On Thu, Oct 15, 2015 at 06:38:10AM -0400, Ganesh Ajjanagadde wrote: > On Wed, Oct 14, 2015 at 6:53 AM, Hendrik Leppkes <h.lepp...@gmail.com> wrote: > > On Wed, Oct 14, 2015 at 12:49 PM, Carl Eugen Hoyos <ceho...@ag.or.at> wrote: > >> Ganesh Ajjanagadde <gajjanag <at> mit.edu> writes: > >> > >>> What? My numbers actually show that the new code may be faster - > >> > >> No, you are misunderstanding the numbers you posted. > >> (Or I misunderstand them but nobody said so yet.) > >> > >> Highest runs are most relevant, skips have to be > >> avoided (afaik). > >> > >> [...] > >> > >>> If you continue to post such stuff that has no basis, I might actually > >>> get tempted into finding out for which floating point values the new > >>> code is significantly faster, craft a relevant audio file, and post it > >>> showing a huge performance difference - my random numbers benchmark > >>> shows there must exist such values. > >> > >> Please do so! > >> > >>> > The more important question is if you can see the same > >>> > changes in the disassembly of af_astats.o as what > >>> > ubitux posted here for a short test function? > >>> > >>> I do. He uses clang/gcc, so do I. > >> > >> Sorry, my understanding fails here (I am not a native speaker): > >> You did look at the disassembly of af_astats.o and there is > >> inlined code instead of a function call? > >> > >>> The reason (irrelevant) is that both > >>> of us run Arch. > >>> > >>> What is "more relevant" is if _you_ can see the changes > >>> on some non Linux platform. > >> > >> If you could show that it is faster on any platform > >> I would already be happy! > >> > > > > A more important check would be that its not significantly slower on > > any other platform.

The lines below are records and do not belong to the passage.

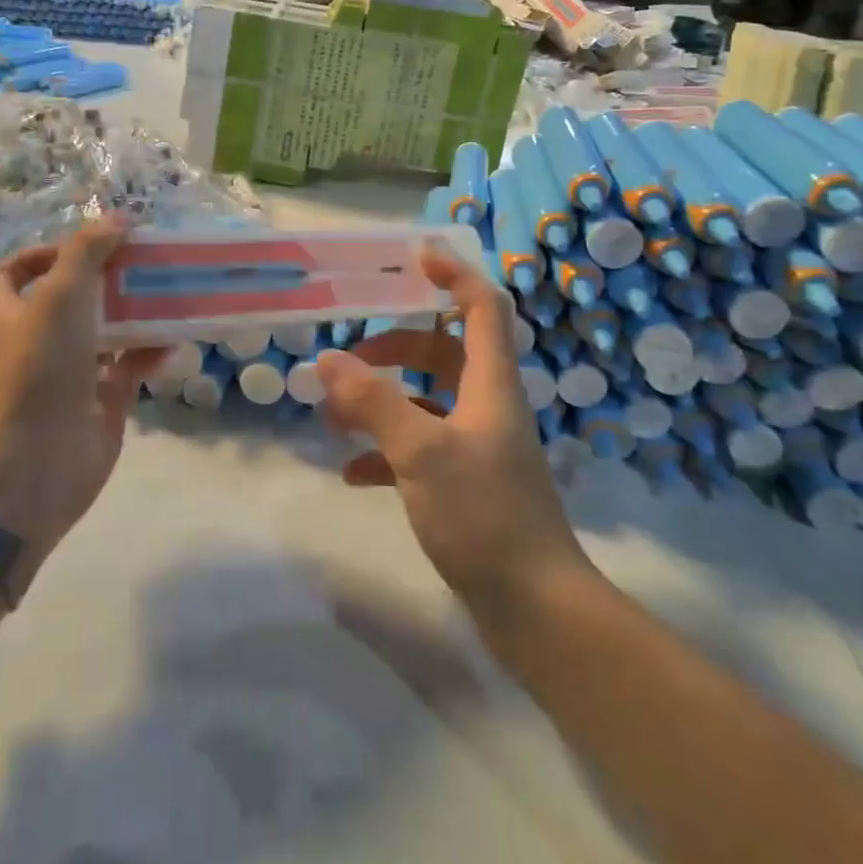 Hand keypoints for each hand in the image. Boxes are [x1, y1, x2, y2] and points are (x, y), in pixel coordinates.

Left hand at [0, 219, 163, 590]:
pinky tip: (176, 338)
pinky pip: (128, 368)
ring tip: (166, 291)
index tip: (87, 245)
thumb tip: (119, 218)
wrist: (37, 460)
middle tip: (141, 261)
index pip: (13, 271)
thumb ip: (88, 250)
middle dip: (103, 279)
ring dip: (132, 313)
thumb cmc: (39, 366)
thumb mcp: (61, 293)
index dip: (43, 252)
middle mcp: (34, 340)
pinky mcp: (98, 401)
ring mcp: (67, 373)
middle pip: (67, 299)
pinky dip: (149, 352)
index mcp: (7, 312)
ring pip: (102, 333)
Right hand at [316, 247, 587, 614]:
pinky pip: (419, 450)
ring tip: (335, 414)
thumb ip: (373, 402)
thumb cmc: (484, 515)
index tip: (417, 254)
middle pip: (444, 351)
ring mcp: (477, 447)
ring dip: (382, 400)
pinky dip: (385, 451)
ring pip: (426, 401)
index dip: (454, 274)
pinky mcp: (465, 485)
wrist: (535, 609)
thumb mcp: (421, 452)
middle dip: (397, 344)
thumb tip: (327, 360)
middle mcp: (487, 407)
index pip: (482, 307)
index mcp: (490, 385)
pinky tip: (353, 472)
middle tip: (351, 353) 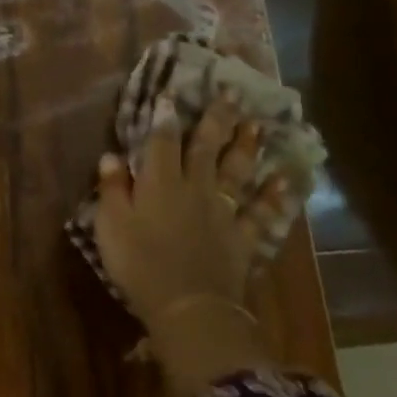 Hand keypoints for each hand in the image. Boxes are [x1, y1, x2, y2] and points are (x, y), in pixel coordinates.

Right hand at [93, 89, 285, 353]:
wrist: (188, 304)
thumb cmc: (139, 263)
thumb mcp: (111, 224)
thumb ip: (112, 189)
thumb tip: (112, 156)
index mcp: (159, 184)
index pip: (160, 142)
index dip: (164, 117)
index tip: (170, 93)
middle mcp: (195, 189)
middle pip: (205, 148)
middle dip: (215, 119)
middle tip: (229, 92)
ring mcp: (223, 212)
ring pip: (236, 172)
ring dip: (246, 147)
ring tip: (255, 124)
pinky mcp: (242, 237)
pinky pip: (261, 213)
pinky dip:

Just because one compiler/glibc combination > > manages to produce an efficient inlined function doesn't necessarily > > mean that some other compiler or libc couldn't produce a full function > > call with all the overhead that comes with it, becoming significantly > > slower. > > As I point out, all a libc implementer needs to do to be on par with > the macro is to add the inline keyword. This was added in c99. If said > libc does not, then it is fundamentally broken from a performance > perspective. A beginning programmer can do that in a couple of > minutes. Fix upstream and complain to them if it does not inline.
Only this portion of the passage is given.